A group of Stanford University researchers specializing in artificial intelligence have developed software that lets you embed graphics into a video -- images, photos or even another video. The researchers, computer science graduate students Ashutosh Saxena and Siddharth Batra, and Assistant Professor Andrew Ng see interesting potential for the technology they call ZunaVision. They say a user of the software can easily plunk an image on almost any planar surface in a video, whether wall, floor or ceiling. And the embedded images don't have to be still photos -- you can insert a video inside a video.
There is also a potential financial aspect to the technology. The researchers suggest that anyone with a video camera might earn some spending money by agreeing to have unobtrusive corporate logos placed inside their videos before they are posted online. The person who shot the video, and the company handling the business arrangements, would be paid per view, in a fashion analogous to Google AdSense, which pays websites to run small ads.
The embedding technology is driven by an algorithm that first analyzes the video, with special attention paid to the section of the scene where the new image will be placed. The color, texture and lighting of the new image are subtly altered to blend in with the surroundings. Shadows seen in the original video will be seen in the added image as well. The result is a photo or video that appears to be an integral part of the original scene, rather than a sticker pasted artificially on the video.
For the algorithm ("3D Surface Tracker Technology") to produce these realistic results, it also must deal with what researchers call "occluding objects" in the video. In the birthday video, an "occluding object" might be a partygoer walking in front of the newly hung photo. The algorithm can handle most such objects by keeping track of which pixels belong to the photo and which belong to the person walking in the foreground; the photo disappears behind the person walking by and then reappears, just as in the original video.

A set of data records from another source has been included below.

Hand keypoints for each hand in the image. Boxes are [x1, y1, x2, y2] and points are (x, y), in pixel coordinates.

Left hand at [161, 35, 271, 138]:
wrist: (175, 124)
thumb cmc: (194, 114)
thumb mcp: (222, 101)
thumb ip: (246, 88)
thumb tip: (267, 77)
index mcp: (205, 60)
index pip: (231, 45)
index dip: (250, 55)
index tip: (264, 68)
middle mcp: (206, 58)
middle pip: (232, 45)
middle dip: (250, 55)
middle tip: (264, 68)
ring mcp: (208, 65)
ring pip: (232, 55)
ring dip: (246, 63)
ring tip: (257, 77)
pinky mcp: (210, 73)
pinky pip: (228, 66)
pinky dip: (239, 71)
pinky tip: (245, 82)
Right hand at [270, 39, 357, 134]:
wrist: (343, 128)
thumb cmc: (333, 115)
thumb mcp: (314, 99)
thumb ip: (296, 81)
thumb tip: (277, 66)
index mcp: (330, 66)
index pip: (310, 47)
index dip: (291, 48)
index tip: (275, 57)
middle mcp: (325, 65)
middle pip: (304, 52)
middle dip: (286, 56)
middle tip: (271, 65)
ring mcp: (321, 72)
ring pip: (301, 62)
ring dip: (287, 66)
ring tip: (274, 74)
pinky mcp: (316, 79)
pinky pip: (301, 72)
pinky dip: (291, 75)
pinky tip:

Camera motion gives the algorithm another item to digest. As the camera pans and zooms, the portion of the wall containing the embedded object moves and changes shape. The embedded image must keep up with this shape-shifting geometry, or the video may go one direction while the embedded image goes another.
To prevent such mishaps, the algorithm builds a model, pixel by pixel, of the area of interest in the video. "If the lighting begins to change with the motion of the video or the sun or the shadows, we keep a belief of what it will look like in the next frame. This is how we track with very high sub-pixel accuracy," Batra said. It's as if the embedded image makes an educated guess of where the wall is going next, and hurries to keep up.
Other technologies can perform these tricks -- the spectacular special effects in movies and the virtual first-down lines on televised football games -- but the Stanford researchers say the existing systems are expensive, time consuming and require considerable expertise.
Some of the recent Stanford work grew out of an earlier project, Make3D, a website that converts a single still photograph into a brief 3D video. It works by finding planes in the photo and computing their distance from the camera, relative to each other.
"That means, given a single image, our algorithm can figure out which parts are in the front and which parts are in the background," said Saxena. "Now we have extended this technology to videos."
The researchers realize that their technology will be used in unpredictable ways, but they have some guesses. "Suppose you're a student living in a dorm and suppose you want to show it to your parents [in a video]. You can put a nice poster there of Albert Einstein," Batra said. "But if you want to show it to your friends, you can have a Playboy poster there."